Task item —
Draw out every line with the word "paths" from the listing below.

Data for analysis —
● ● ●

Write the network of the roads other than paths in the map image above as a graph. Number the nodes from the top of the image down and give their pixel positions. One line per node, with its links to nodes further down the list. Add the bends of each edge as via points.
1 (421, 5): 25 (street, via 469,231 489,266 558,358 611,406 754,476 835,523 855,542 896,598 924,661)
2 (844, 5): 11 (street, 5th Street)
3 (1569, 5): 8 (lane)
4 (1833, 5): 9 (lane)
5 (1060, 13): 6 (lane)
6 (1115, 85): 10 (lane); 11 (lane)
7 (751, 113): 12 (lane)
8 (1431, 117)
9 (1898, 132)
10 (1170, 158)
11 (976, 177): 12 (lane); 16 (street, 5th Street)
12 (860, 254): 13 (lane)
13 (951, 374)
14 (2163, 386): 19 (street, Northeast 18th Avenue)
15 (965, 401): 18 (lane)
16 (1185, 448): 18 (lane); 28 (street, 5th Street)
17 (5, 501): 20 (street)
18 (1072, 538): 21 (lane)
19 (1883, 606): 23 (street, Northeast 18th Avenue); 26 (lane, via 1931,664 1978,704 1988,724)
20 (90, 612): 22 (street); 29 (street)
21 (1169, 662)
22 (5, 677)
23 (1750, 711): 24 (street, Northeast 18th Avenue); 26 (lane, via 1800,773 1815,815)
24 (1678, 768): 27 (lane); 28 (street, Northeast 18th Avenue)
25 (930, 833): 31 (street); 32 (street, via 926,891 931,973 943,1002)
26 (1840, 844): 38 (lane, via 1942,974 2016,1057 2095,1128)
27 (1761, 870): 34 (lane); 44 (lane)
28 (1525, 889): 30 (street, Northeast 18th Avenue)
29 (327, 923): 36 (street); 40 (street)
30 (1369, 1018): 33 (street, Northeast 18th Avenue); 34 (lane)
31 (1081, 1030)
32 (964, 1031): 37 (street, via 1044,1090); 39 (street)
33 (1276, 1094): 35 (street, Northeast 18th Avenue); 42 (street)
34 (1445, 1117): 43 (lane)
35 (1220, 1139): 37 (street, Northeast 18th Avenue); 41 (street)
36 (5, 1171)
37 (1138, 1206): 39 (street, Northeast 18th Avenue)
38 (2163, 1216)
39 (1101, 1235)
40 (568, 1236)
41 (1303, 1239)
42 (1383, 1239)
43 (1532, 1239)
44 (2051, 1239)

● ● ●

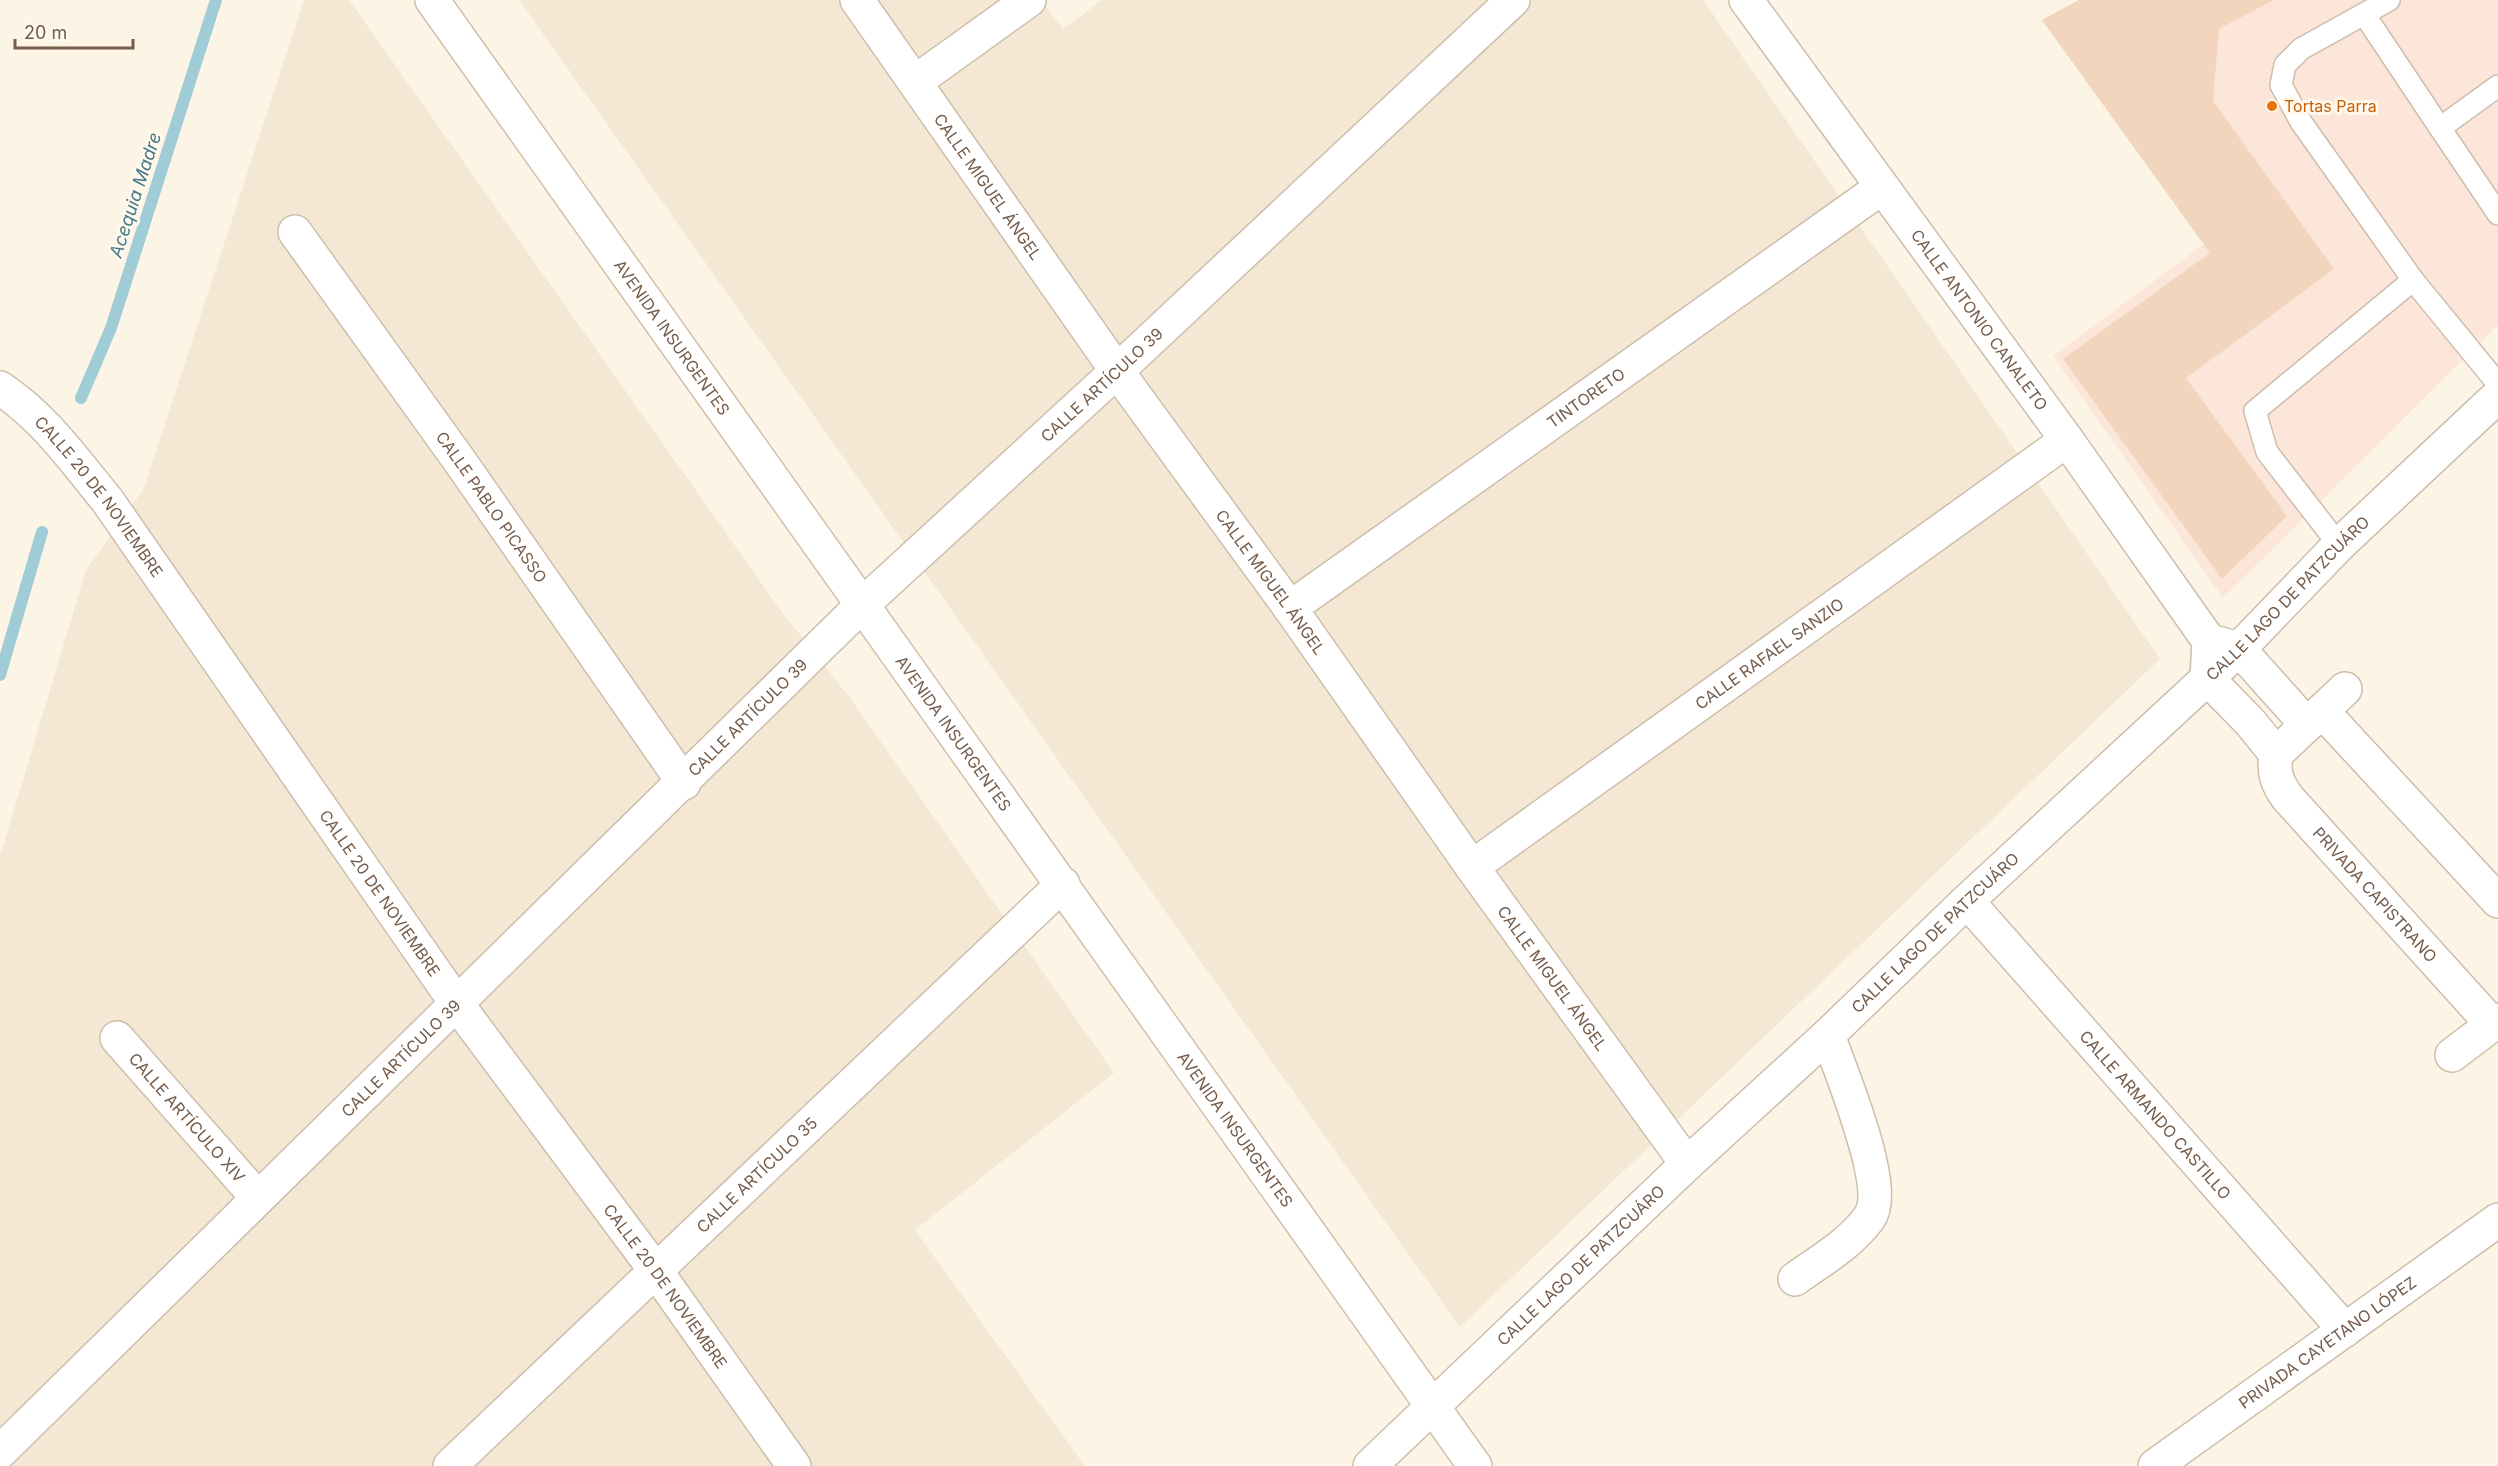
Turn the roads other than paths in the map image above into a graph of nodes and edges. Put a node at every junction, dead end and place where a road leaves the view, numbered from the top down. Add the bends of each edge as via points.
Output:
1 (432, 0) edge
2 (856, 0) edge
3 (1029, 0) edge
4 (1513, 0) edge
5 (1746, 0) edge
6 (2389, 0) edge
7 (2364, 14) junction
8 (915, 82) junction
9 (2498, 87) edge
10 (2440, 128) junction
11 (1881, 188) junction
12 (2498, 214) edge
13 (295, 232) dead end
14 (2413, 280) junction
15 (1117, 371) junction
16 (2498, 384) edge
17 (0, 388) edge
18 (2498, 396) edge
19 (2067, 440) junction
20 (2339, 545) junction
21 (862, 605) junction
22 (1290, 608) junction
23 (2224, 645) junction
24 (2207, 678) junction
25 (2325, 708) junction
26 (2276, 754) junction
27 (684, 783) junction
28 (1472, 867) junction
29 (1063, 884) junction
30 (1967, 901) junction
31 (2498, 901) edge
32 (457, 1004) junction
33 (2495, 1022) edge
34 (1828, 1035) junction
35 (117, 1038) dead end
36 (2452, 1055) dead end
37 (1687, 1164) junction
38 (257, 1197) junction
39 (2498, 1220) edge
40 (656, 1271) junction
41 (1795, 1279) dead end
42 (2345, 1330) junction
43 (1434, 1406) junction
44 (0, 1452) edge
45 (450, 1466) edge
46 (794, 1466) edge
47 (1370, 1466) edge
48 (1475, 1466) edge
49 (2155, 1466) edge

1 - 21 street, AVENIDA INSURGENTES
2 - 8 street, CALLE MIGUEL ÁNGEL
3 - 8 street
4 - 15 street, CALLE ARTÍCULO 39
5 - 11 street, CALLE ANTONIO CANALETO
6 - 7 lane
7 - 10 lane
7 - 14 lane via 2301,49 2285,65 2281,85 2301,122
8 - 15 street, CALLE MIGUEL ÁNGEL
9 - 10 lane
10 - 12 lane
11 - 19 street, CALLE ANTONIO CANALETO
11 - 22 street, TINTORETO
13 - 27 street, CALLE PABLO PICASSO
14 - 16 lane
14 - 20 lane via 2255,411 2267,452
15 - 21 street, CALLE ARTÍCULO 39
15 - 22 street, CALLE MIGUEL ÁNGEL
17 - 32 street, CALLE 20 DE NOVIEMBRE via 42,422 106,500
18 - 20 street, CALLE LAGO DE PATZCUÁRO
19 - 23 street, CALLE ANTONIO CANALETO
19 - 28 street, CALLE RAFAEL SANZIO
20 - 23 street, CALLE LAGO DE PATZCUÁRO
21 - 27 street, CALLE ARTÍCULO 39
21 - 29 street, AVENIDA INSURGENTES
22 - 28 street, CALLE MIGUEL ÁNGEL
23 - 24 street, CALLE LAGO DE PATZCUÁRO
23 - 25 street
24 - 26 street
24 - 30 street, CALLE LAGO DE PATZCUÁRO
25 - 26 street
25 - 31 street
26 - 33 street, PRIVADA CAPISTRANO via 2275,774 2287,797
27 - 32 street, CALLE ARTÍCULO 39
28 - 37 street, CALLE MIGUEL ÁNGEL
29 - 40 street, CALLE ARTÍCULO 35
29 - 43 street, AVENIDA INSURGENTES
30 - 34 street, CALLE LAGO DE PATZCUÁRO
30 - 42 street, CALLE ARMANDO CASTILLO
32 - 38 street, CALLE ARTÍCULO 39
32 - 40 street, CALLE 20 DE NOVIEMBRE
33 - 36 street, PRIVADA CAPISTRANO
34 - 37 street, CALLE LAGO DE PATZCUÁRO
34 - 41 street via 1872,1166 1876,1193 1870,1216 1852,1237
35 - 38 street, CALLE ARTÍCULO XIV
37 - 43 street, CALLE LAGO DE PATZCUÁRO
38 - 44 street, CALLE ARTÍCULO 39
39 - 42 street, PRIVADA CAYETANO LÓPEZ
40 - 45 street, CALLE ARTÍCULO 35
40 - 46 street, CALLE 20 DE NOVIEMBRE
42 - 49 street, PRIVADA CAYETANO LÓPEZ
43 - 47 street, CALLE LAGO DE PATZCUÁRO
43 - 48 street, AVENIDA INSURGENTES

● ● ●

Solution below —
Write the network of the roads other than paths in the map image above as a graph. Number the nodes from the top of the image down and give their pixel positions. One line per node, with its links to nodes further down the list. Add the bends of each edge as via points.
Turn the roads other than paths in the map image above into a graph of nodes and edges. Put a node at every junction, dead end and place where a road leaves the view, numbered from the top down. Add the bends of each edge as via points.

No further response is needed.